In this column a year ago I wrote a piece extolling the virtues of White Rose Varsity, and imploring you all to get out and support our teams as Hull travelled up here for the 2012 tournament.
And although the consensus around last year’s competition was that things had improved, there was a feeling that the improvement was not as significant as had been hoped.
There were a few more people – including a lot from Hull, who took everything very seriously – and some much enjoyed events – MMA springs to mind immediately!
But, generally speaking, there is still the prevailing sense of Varsity apathy that so irked me a year ago.
In my days as a wide-eyed fresher, I was open to the idea that Varsity could quickly come closer to Roses in terms of spectacle and that more people would be willing to spend their day standing on a freezing cold 22 Acres in February.

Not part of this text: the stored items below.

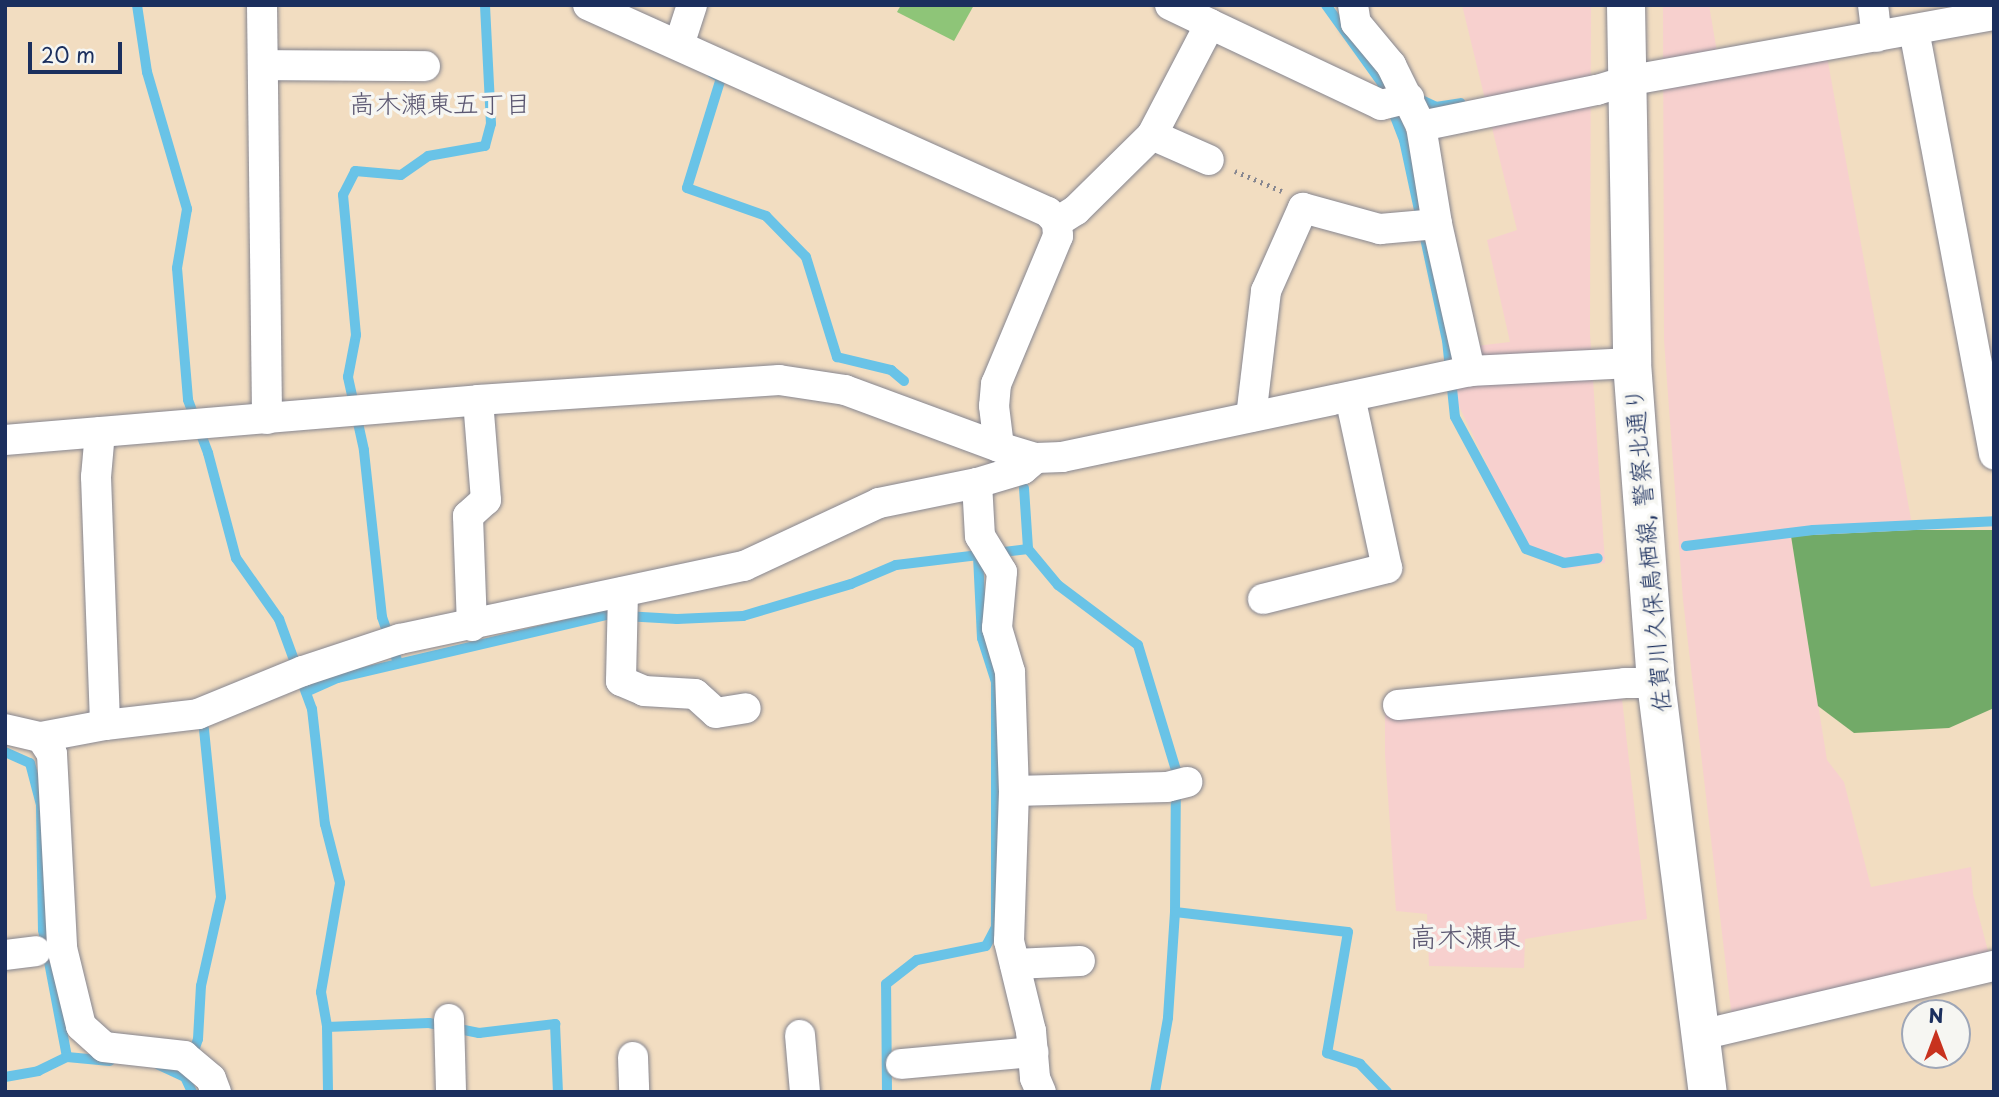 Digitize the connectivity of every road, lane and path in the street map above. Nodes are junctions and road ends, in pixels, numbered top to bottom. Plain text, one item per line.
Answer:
1 (262, 5) edge
2 (588, 5) edge
3 (692, 5) edge
4 (1170, 5) edge
5 (1353, 5) edge
6 (1626, 5) edge
7 (1994, 15) edge
8 (1875, 21) edge
9 (1210, 24) junction
10 (1914, 30) junction
11 (686, 48) junction
12 (264, 65) junction
13 (425, 66) dead end
14 (1626, 81) junction
15 (1404, 104) junction
16 (1152, 135) junction
17 (1209, 160) joint
18 (1297, 202) junction
19 (1057, 222) junction
20 (1425, 225) junction
21 (1632, 363) junction
22 (1456, 374) junction
23 (1350, 397) junction
24 (478, 400) junction
25 (1251, 417) junction
26 (267, 419) junction
27 (100, 432) junction
28 (5, 440) edge
29 (999, 447) junction
30 (1994, 455) edge
31 (1036, 458) junction
32 (977, 483) junction
33 (1263, 599) dead end
34 (622, 606) junction
35 (472, 626) junction
36 (1656, 683) junction
37 (1398, 705) dead end
38 (746, 708) dead end
39 (105, 725) junction
40 (5, 729) edge
41 (41, 737) junction
42 (1177, 784) dead end
43 (1014, 791) junction
44 (36, 951) dead end
45 (5, 955) edge
46 (1080, 961) dead end
47 (1015, 964) junction
48 (1994, 966) edge
49 (449, 1027) dead end
50 (800, 1035) dead end
51 (1701, 1035) junction
52 (1033, 1052) junction
53 (634, 1057) dead end
54 (901, 1064) dead end
55 (216, 1092) edge
56 (451, 1092) edge
57 (634, 1092) edge
58 (805, 1092) edge
59 (1041, 1092) edge
60 (1709, 1092) edge

1 - 12 street
2 - 11 street
3 - 11 street
4 - 9 street
5 - 15 street
6 - 14 main road, 佐賀川久保鳥栖線, 警察北通り
7 - 10 street
8 - 10 street
8 - 14 street
9 - 15 street
9 - 16 street
10 - 30 street
11 - 19 street
12 - 13 street
12 - 26 street
14 - 15 street
14 - 21 main road, 佐賀川久保鳥栖線, 警察北通り
15 - 20 street
16 - 17 street
16 - 19 street
17 - 18 path
18 - 20 street
18 - 25 street
19 - 29 street
20 - 22 street
21 - 22 street
21 - 36 main road, 佐賀川久保鳥栖線, 警察北通り
22 - 23 street
23 - 25 street
23 - 33 street
24 - 26 street
24 - 29 street
24 - 35 street
25 - 31 street
26 - 27 street
27 - 28 street
27 - 39 street
29 - 31 street
31 - 32 street
32 - 34 street
32 - 43 street
34 - 35 street
34 - 38 street
35 - 39 street
36 - 37 street
36 - 51 main road, 佐賀川久保鳥栖線, 警察北通り
39 - 41 street
40 - 41 street
41 - 55 street
42 - 43 street
43 - 47 street
44 - 45 street
46 - 47 street
47 - 52 street
48 - 51 street
49 - 56 street
50 - 58 street
51 - 60 main road, 佐賀川久保鳥栖線, 警察北通り
52 - 54 street
52 - 59 street
53 - 57 street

I’m still optimistic that it can happen, but perhaps not in my time here.
The theory goes that Hull are improving as a sporting university and the scores will soon be much closer than in the past.
But with our own fortunes in the BUCS leagues much improved this year, anything less than a reasonably comfortable win on Sunday would be a tad disappointing for the York Sport elite.
Speaking to some of the organisers after last year’s event, they were keen to assure me that before long we would be covering an event where the final score is closer to 40-40 than 60-20; if that is the case this time I will be pleasantly surprised.
However, I do think that staging it in Hull this time around is a big positive.
It might prove a learning curve for them in terms of organising such a big sporting event, but the supposedly weaker side holding home advantage can only be good in terms of competition.
And if the Hull fans are as passionate as they were last time, then there should be a few decent atmospheres around the place.
That’s the hope anyway, but the truth is that the sooner Varsity becomes accepted as a viable sporting contest the better.